Your reply should hold only the lines from the records below where "Endean" occurs.

__Dataset extract__
════════════════════

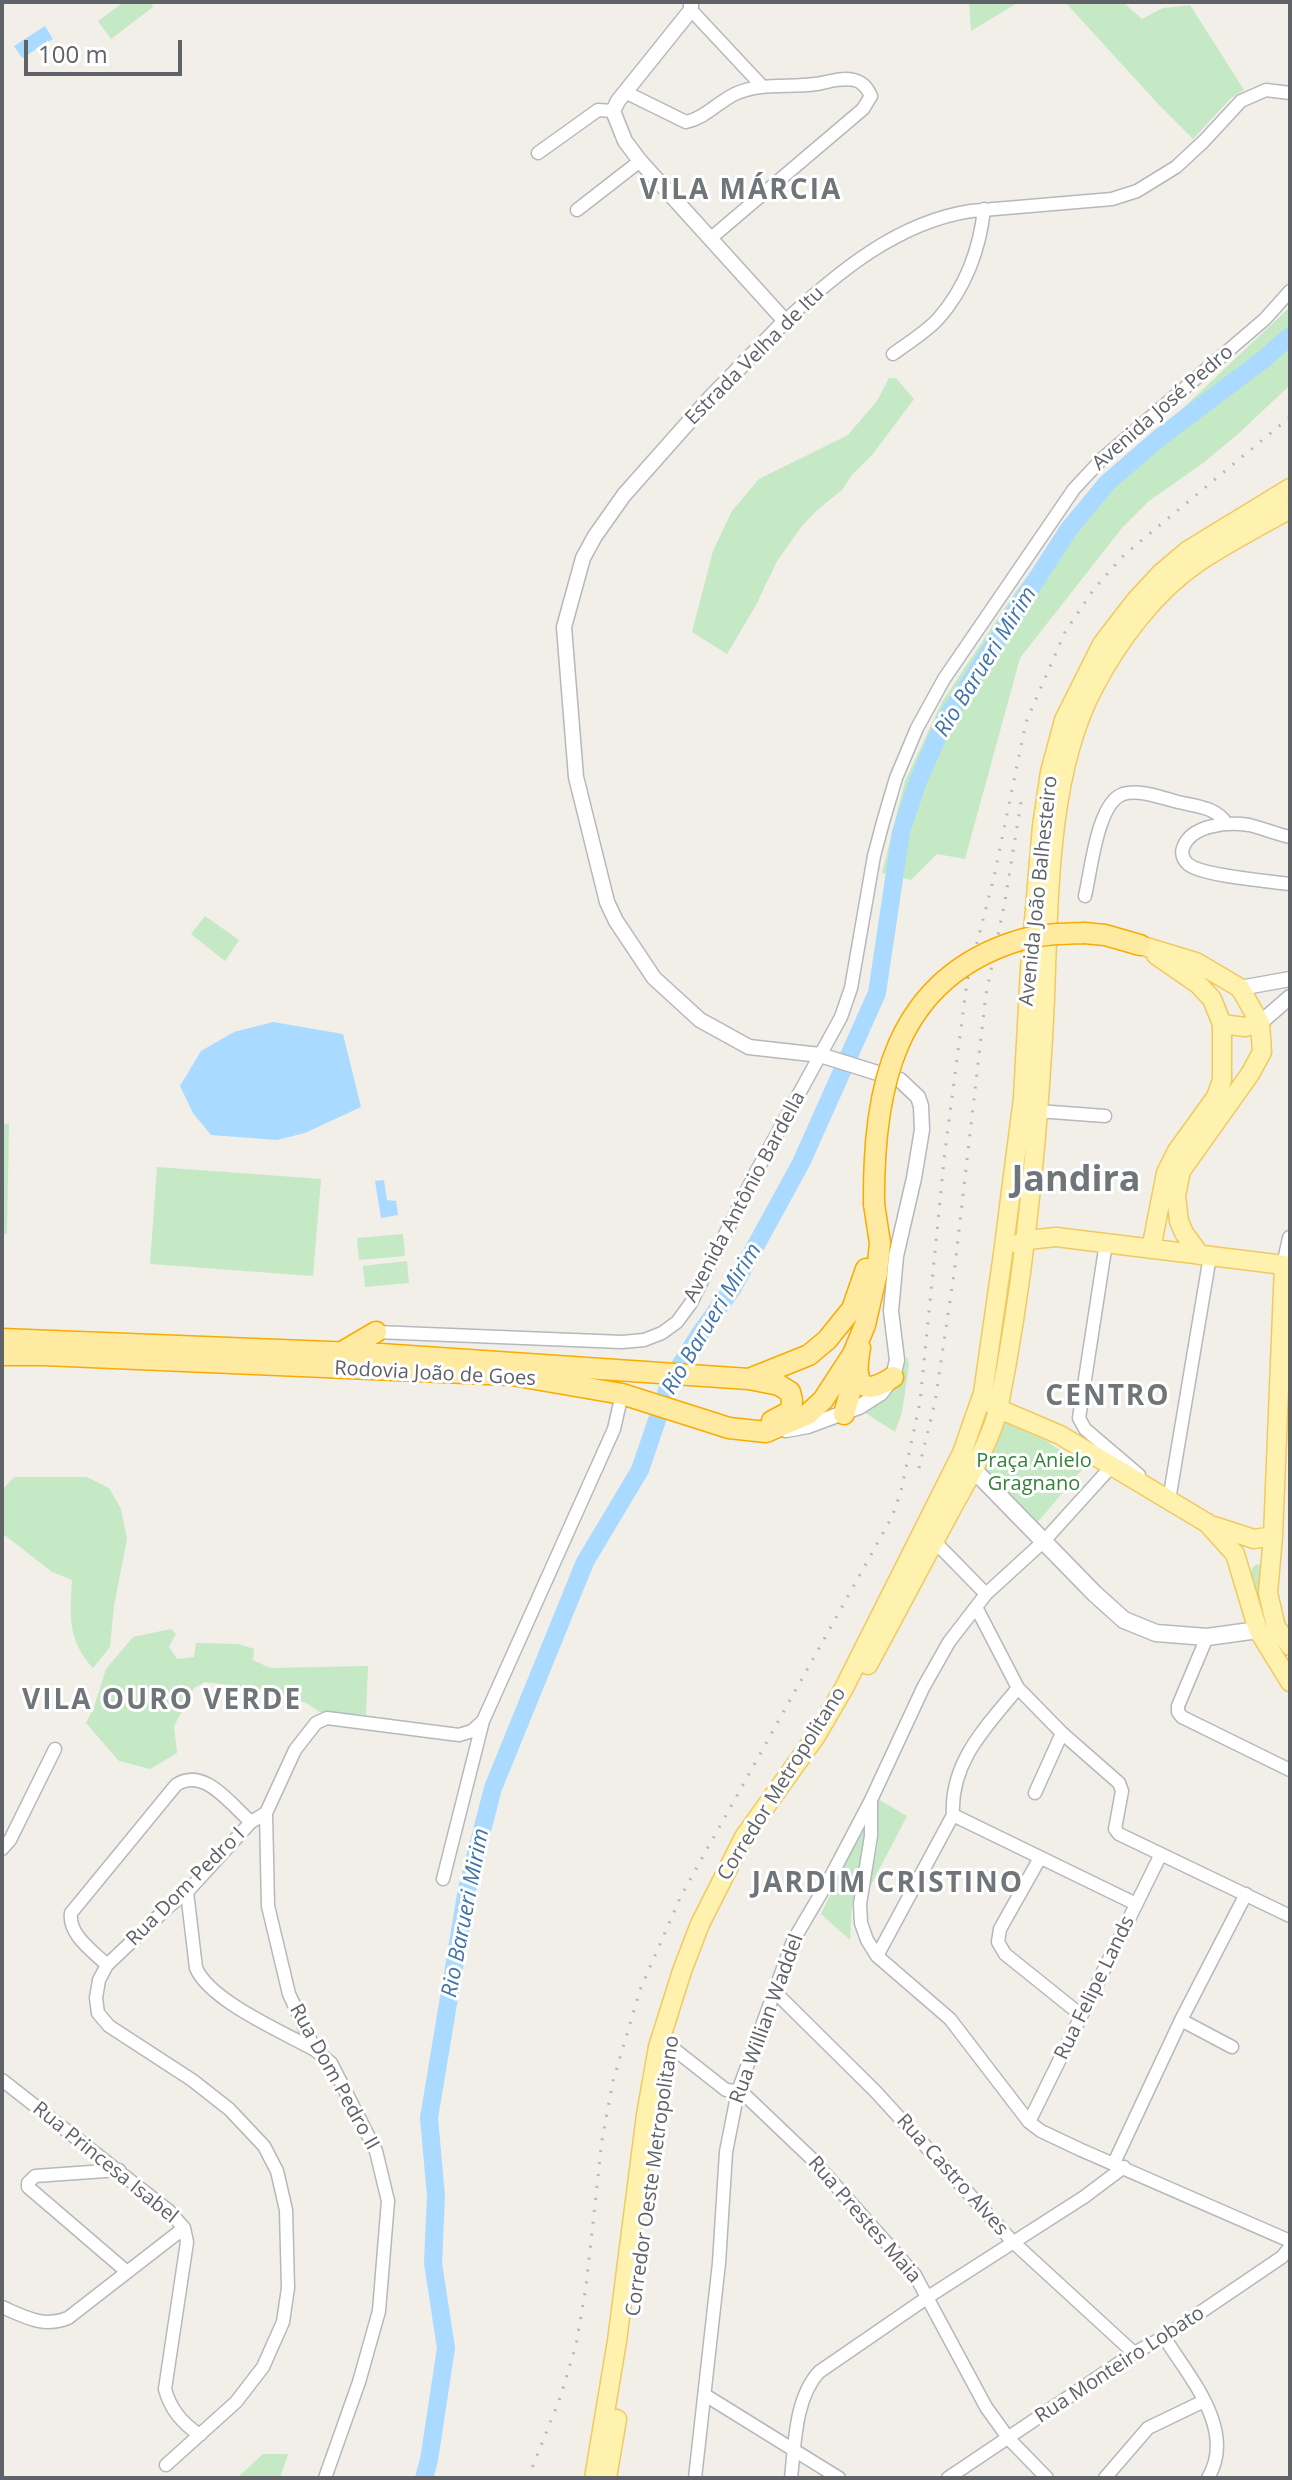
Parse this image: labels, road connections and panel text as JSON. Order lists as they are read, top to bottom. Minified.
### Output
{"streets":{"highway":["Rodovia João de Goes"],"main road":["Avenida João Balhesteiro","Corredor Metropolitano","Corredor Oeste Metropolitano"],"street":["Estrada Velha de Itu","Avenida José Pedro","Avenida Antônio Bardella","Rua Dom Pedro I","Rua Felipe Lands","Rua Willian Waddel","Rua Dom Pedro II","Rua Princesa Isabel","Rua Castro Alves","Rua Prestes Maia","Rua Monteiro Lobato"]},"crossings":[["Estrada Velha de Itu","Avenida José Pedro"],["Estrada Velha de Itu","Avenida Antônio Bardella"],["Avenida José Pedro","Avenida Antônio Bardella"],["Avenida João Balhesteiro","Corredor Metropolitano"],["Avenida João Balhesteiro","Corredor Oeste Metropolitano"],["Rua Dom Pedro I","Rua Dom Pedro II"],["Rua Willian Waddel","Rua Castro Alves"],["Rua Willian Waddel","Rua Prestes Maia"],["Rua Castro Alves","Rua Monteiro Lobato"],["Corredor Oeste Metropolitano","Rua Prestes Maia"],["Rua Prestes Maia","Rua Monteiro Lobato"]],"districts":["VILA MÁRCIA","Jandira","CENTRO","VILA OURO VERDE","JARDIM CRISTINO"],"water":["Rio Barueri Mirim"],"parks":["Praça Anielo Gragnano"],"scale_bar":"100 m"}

════════════════════

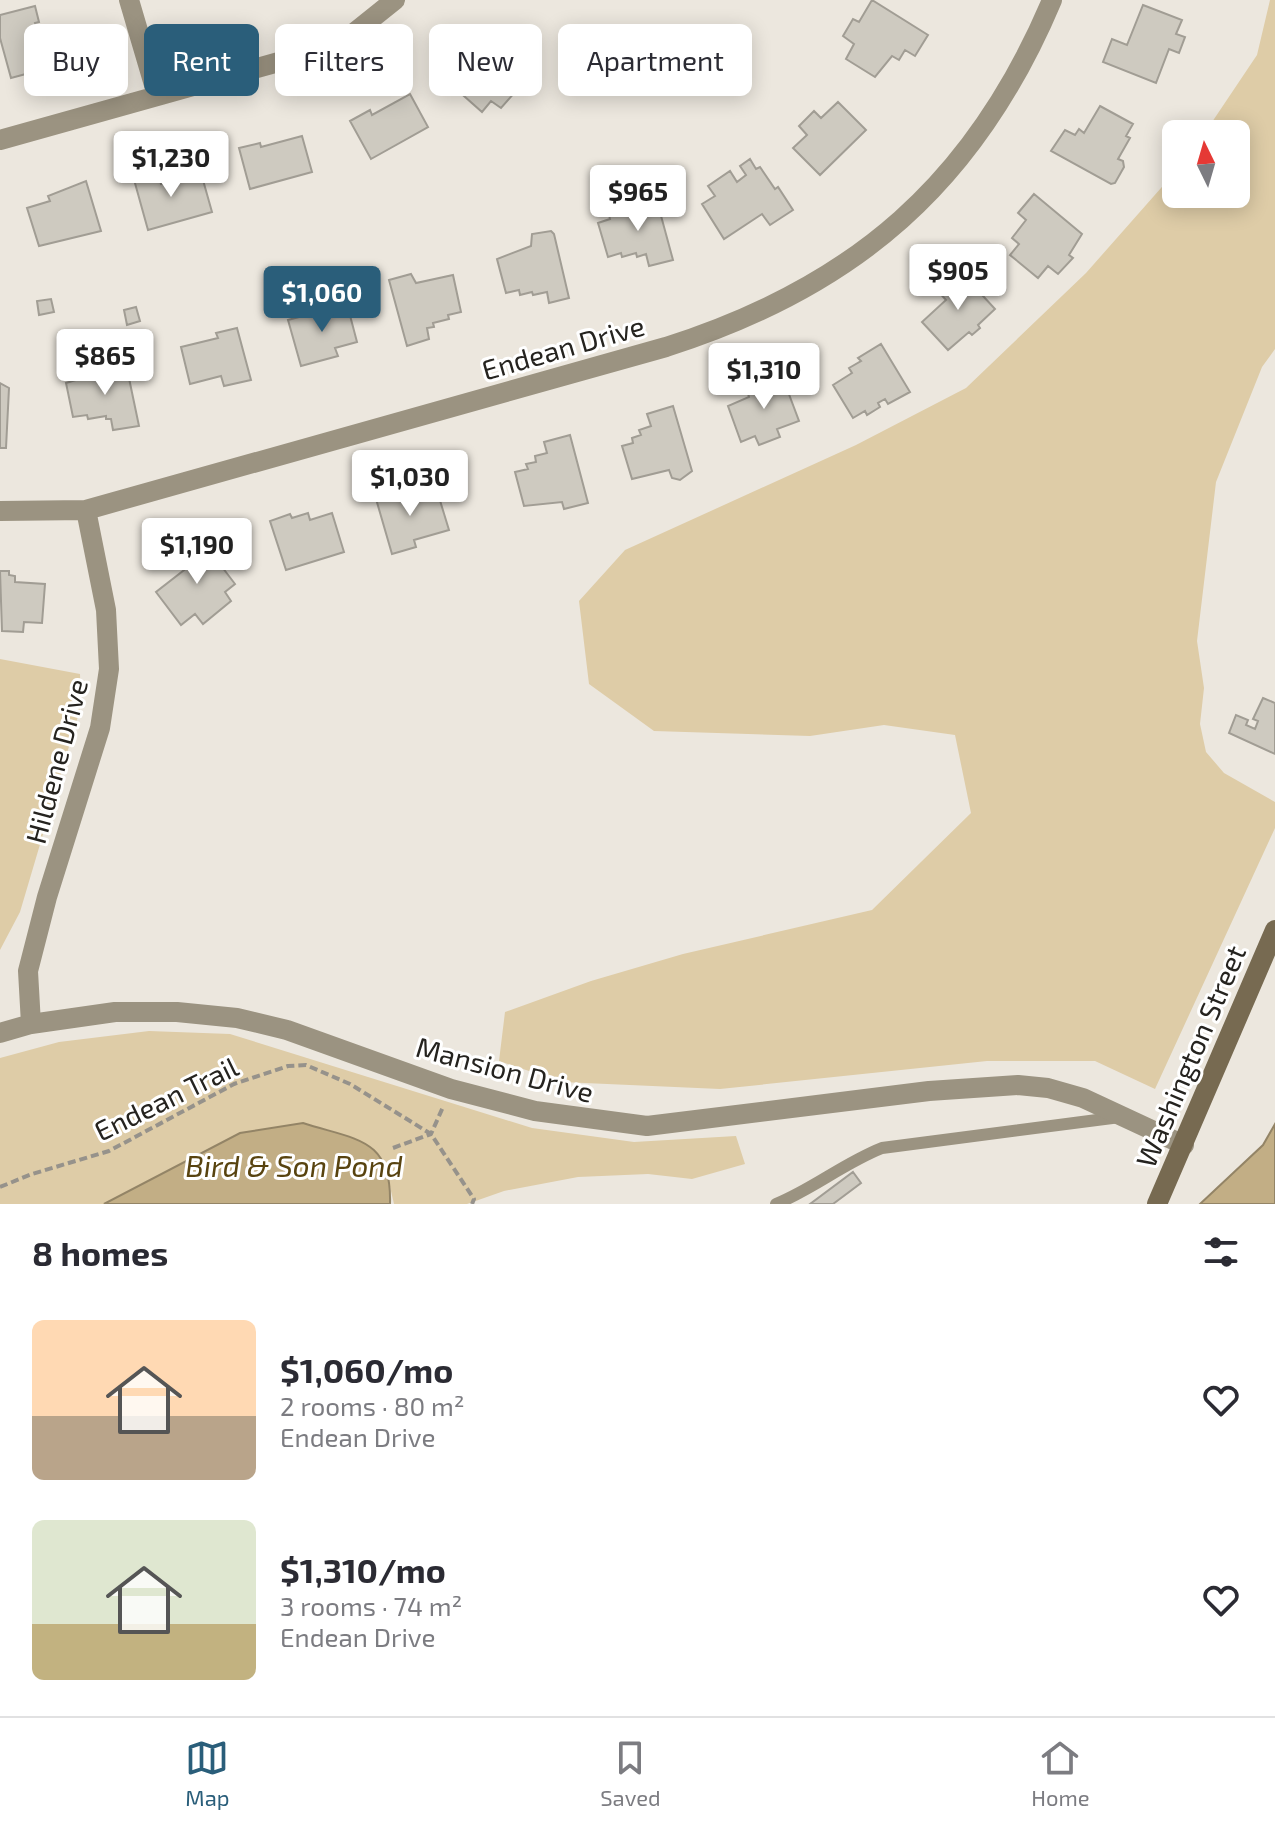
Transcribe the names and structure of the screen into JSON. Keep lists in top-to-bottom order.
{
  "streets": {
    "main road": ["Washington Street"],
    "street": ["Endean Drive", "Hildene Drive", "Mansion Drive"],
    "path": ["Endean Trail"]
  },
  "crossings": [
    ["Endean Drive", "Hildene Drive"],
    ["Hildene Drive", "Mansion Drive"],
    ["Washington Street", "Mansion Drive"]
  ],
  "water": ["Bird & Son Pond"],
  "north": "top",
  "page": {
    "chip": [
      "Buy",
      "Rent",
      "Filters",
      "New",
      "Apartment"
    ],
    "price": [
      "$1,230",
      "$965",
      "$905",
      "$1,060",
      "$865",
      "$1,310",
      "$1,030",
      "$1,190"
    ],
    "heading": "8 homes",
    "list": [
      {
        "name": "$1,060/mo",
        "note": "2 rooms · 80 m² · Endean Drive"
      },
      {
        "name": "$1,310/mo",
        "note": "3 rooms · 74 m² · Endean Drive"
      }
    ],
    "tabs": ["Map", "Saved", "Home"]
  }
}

════════════════════

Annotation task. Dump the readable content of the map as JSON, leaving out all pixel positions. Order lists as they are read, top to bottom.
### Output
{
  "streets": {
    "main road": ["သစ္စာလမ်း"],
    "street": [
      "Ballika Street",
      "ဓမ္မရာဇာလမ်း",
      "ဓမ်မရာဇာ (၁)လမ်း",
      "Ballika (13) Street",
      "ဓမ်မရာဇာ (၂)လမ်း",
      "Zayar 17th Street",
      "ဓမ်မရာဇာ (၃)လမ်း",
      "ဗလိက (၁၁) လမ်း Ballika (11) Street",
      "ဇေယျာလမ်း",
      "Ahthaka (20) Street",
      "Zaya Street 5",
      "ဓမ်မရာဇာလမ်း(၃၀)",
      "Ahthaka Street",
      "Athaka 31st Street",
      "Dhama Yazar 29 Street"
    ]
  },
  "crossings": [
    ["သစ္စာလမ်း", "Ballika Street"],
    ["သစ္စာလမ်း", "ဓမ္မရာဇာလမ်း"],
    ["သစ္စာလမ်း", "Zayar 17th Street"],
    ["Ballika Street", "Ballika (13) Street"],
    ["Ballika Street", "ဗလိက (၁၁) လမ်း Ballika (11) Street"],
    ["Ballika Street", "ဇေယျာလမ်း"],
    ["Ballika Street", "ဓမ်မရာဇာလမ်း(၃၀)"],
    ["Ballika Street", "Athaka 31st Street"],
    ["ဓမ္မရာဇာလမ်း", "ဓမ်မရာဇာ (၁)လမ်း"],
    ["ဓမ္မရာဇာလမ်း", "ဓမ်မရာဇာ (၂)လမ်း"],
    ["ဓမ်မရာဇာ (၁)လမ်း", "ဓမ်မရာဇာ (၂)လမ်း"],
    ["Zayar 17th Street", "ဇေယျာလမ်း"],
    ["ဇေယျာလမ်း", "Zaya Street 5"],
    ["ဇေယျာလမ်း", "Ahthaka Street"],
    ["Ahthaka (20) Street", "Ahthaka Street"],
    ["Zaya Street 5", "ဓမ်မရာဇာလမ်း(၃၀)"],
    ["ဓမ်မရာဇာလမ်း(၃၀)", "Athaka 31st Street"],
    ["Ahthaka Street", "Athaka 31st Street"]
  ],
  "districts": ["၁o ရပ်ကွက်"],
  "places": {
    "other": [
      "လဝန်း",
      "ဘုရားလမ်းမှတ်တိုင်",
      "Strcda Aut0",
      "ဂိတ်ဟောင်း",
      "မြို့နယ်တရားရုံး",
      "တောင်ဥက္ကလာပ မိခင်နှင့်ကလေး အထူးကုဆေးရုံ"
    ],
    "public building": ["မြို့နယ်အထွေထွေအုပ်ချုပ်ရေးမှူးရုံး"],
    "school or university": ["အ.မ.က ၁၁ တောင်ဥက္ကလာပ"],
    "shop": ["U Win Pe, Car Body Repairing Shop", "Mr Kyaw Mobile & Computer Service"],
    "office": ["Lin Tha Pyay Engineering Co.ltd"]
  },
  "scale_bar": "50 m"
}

════════════════════

__Exercise output__
    "street": ["Endean Drive", "Hildene Drive", "Mansion Drive"],
    "path": ["Endean Trail"]
    ["Endean Drive", "Hildene Drive"],
        "note": "2 rooms · 80 m² · Endean Drive"
        "note": "3 rooms · 74 m² · Endean Drive"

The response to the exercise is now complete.